El muchacho ostentoso de la barba tupida estaría allí por una subida de tensión, para hacerse un electro o qué sé yo. Él llevaba pantalones cortos (yo vivo en un sitio caluroso), sandalias sin hebillas y un perro caniche bien educado lamiendo los dedos de los pies que le asomaban.
El muchacho con barba de pantalón corto abrió un maletín, parecido al que llevan los curas para decir misa en el campo, lleno de envases pequeños que comenzó a sacar uno a uno para deleite del animal pequeño.
Un frasquito transparente con agua por si el perro tenía sed. Otro con algunos gramos de pienso.
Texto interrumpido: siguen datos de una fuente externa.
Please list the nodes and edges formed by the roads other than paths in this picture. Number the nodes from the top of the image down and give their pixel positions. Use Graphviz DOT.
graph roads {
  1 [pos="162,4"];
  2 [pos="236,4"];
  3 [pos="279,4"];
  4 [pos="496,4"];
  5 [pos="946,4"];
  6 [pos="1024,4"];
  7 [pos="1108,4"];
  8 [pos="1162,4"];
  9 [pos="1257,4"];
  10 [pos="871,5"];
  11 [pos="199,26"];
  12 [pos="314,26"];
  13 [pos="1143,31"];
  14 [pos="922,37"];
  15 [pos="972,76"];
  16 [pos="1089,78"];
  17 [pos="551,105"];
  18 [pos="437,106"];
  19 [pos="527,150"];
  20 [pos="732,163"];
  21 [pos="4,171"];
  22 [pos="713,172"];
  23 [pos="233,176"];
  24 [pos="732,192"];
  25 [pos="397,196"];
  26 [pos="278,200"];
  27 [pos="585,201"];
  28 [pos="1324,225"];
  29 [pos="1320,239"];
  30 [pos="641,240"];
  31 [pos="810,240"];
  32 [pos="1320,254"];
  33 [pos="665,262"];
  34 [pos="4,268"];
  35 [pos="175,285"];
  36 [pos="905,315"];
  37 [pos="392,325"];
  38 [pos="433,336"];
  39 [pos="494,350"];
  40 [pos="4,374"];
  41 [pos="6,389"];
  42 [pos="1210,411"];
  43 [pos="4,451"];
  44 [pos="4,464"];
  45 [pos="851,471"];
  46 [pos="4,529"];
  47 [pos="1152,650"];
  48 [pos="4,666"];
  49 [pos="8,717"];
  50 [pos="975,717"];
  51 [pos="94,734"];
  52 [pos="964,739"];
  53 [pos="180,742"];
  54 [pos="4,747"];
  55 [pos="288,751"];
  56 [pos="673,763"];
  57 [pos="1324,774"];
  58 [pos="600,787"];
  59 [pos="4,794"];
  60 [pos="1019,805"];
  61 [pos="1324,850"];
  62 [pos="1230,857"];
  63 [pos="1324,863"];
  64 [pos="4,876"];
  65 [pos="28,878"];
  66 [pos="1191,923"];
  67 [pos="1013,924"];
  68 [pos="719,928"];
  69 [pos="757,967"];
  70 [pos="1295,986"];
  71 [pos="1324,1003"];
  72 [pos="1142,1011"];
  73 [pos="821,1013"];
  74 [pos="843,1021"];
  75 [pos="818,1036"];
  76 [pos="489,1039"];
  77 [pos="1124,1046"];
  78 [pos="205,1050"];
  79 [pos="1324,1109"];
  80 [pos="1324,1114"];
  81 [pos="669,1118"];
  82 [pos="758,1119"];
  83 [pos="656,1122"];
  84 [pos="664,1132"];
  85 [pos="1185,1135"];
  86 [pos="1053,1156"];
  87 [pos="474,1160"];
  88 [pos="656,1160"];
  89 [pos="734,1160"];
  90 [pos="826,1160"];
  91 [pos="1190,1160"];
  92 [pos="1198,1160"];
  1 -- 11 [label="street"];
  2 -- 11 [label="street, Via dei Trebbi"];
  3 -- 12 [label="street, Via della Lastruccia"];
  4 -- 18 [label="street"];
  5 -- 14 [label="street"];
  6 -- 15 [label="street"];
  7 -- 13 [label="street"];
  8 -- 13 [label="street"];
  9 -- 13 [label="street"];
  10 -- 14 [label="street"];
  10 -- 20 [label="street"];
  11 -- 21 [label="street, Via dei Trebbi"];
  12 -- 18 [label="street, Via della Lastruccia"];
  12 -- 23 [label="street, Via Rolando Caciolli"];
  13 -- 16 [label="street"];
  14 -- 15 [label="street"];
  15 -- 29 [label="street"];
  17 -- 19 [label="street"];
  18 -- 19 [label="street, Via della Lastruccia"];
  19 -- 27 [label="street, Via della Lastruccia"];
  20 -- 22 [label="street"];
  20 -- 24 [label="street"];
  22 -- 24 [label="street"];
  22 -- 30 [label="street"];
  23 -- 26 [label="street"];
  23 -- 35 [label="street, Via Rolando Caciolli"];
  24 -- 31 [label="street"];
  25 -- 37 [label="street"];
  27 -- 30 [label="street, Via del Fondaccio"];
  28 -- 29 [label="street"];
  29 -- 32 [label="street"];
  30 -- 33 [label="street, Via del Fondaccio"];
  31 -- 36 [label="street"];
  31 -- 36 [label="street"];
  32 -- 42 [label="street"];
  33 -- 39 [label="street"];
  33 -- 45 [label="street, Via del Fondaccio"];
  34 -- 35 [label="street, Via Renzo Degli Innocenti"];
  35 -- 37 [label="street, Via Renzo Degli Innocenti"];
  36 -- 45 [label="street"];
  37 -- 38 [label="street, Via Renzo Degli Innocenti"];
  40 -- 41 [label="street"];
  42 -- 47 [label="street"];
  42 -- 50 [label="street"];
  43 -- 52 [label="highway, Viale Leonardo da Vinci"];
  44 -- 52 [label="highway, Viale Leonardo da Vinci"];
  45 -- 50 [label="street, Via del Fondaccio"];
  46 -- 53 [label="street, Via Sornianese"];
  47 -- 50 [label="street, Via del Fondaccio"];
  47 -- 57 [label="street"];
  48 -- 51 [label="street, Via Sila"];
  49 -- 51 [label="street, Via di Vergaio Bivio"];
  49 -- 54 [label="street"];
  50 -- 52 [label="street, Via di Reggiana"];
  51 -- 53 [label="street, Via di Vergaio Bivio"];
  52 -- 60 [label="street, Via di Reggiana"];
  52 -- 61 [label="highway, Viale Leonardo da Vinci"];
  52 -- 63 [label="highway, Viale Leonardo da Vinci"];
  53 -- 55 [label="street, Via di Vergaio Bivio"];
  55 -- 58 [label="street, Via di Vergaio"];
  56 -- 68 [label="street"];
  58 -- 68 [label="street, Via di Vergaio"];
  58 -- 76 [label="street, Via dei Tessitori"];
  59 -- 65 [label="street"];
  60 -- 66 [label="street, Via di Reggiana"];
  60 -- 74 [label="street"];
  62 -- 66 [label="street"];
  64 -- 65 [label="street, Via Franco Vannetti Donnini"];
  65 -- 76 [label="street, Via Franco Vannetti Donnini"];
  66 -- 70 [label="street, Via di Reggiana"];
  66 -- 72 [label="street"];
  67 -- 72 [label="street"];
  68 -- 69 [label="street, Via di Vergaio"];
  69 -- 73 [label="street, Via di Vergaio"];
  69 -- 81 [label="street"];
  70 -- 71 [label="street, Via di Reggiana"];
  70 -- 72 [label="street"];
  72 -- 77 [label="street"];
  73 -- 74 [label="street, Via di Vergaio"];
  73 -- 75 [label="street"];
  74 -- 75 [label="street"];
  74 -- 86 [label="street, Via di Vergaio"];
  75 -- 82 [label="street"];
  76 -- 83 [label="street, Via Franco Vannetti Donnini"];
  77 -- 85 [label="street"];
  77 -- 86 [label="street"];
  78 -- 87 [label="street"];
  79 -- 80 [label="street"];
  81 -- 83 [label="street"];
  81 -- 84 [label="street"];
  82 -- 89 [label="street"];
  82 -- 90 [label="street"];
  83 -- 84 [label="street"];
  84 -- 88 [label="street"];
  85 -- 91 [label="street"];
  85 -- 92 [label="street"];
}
Un tercero con líquido meloso azul oscuro que se me ocurrió pudiese ser un digestivo o un jarabe por si el perro tosía. Y en el último envase, algo más ancho, el muchacho de la barba espesa sacó un peluche para el perro que el perro mordió con evidente desgana. Y es que para jugar también hay unas horas… ¡El eco de la nueva ley sobre los animales resplandecía en semejante comportamiento!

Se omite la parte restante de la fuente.